The following piece of the DKos liveblog needs some expanding:
7:35 PM PT (Darth Jeff): Cincinnati is almost completely in and John Cranley has defeated fellow Democrat Roxanne Qualls 58-42 to become the city's new mayor.
7:37 PM PT (David Jarman): The Cincinnati mayoral race looks like a wrap, with almost all precincts reporting and John Cranley up by 16. (This was a Dem-vs.-Dem fight, which seems a little surprising in what used to be one of the country's most conservative major cities.)
Cincinnati is heavily Democratic, but the two-party system is alive and well here. Municipal elections are nonpartisan, and while Qualls had the backing of the popular outgoing mayor, Mark Mallory, and the city's progressives, John Cranley was the darling of the city's blue-blooded business establishment (which includes Fortune 500 heavies like Kroger, Macy's, Procter & Gamble, and Fifth Third Bank),
suburban-based tea party groups like COAST, and other reactionary but influential Dixiecrats like the Luken family and County Auditor Dusty Rhodes. Cranley's fudging, misrepresentations, and outright lies have been repeated verbatim in the local media without fact-checking. In short, Cranley is no Democrat, and it's only due to our inept Hamilton County Democratic organization that he gets to call himself one.

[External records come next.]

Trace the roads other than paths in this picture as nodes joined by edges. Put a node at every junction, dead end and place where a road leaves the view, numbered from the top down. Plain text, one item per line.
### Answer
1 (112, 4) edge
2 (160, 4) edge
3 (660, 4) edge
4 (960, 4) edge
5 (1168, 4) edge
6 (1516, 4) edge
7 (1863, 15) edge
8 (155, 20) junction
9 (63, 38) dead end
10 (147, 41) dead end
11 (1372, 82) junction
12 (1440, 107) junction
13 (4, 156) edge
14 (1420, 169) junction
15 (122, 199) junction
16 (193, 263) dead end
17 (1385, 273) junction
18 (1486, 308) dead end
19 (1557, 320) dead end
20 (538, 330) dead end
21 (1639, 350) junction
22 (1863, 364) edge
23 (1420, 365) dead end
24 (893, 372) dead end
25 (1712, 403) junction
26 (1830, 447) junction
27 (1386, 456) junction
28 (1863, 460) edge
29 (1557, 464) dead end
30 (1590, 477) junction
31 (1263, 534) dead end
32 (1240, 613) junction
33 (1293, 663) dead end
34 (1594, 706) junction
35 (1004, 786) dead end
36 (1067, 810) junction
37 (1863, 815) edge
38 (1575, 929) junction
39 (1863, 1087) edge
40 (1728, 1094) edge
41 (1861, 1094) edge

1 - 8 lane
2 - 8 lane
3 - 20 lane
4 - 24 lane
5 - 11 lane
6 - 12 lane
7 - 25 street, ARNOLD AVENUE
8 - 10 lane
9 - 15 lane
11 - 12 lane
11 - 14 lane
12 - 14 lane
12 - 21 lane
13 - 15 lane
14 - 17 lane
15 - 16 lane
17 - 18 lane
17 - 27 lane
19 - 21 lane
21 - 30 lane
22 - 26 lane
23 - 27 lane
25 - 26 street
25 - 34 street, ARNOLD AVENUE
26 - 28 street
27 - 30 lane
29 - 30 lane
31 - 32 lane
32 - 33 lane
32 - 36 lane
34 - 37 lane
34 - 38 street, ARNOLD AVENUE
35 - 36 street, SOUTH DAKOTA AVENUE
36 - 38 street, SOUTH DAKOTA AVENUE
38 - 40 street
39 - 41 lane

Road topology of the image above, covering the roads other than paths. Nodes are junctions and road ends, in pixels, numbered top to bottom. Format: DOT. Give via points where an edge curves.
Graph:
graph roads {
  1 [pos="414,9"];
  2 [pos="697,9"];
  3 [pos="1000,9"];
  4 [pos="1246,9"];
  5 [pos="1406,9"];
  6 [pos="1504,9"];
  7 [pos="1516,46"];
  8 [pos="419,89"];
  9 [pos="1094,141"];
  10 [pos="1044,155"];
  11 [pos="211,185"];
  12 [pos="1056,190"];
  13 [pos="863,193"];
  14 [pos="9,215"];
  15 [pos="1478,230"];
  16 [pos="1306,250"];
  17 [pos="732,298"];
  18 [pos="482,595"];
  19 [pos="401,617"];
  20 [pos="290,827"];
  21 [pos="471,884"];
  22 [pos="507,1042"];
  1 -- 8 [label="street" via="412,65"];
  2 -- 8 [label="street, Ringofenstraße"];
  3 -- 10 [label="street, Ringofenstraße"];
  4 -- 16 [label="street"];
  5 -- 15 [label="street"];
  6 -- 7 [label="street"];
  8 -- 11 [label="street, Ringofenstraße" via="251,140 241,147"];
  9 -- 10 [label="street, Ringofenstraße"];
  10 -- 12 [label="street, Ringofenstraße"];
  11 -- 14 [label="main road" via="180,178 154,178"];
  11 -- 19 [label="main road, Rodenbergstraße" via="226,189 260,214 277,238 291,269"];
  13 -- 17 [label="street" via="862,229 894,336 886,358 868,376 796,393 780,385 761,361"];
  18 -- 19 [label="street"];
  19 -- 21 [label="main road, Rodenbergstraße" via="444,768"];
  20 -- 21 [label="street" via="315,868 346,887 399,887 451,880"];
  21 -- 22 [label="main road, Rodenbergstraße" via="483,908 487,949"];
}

The biggest issue of the campaign was the construction of a modern streetcar system linking downtown with the historic Over-the-Rhine neighborhood to the north. Local tea party groups have latched onto the project as a symbol of wasteful spending (despite its projected 3:1 return on investment in the form of new development and associated increases in property tax revenue) and have fought like hell to kill it by floating two ballot initiatives. Both measures would have effectively banned any form of rail transit in the city, and both failed. The streetcar is now under construction.
Mayor-elect John Cranley has already vowed to kill the streetcar project in mid-construction, and he'll have a 6-3 anti-streetcar majority on city council to do it. Look for years of litigation, and for Cincinnati's half-finished subway to be joined by a half-finished streetcar project. Progressive cities around the country are investing in modern streetcar projects, and Cincinnati will be the only one to abandon such a project in mid-construction.
Make no mistake: Cranley may be a Democrat on paper, but in this election he has proudly aligned himself with Republican and tea party groups, and welcomed their support and their money with open arms.
A final note: Voter turnout in Cincinnati is said to have been about 28%, the lowest since 1975. That's beyond pathetic. Those who couldn't be bothered to vote will get the city they deserve, and my heart breaks for my hometown. Cincinnatians have slammed the brakes on eight years of progress under Mayor Mallory, and the city will soon be represented at all levels of government by tea party officials.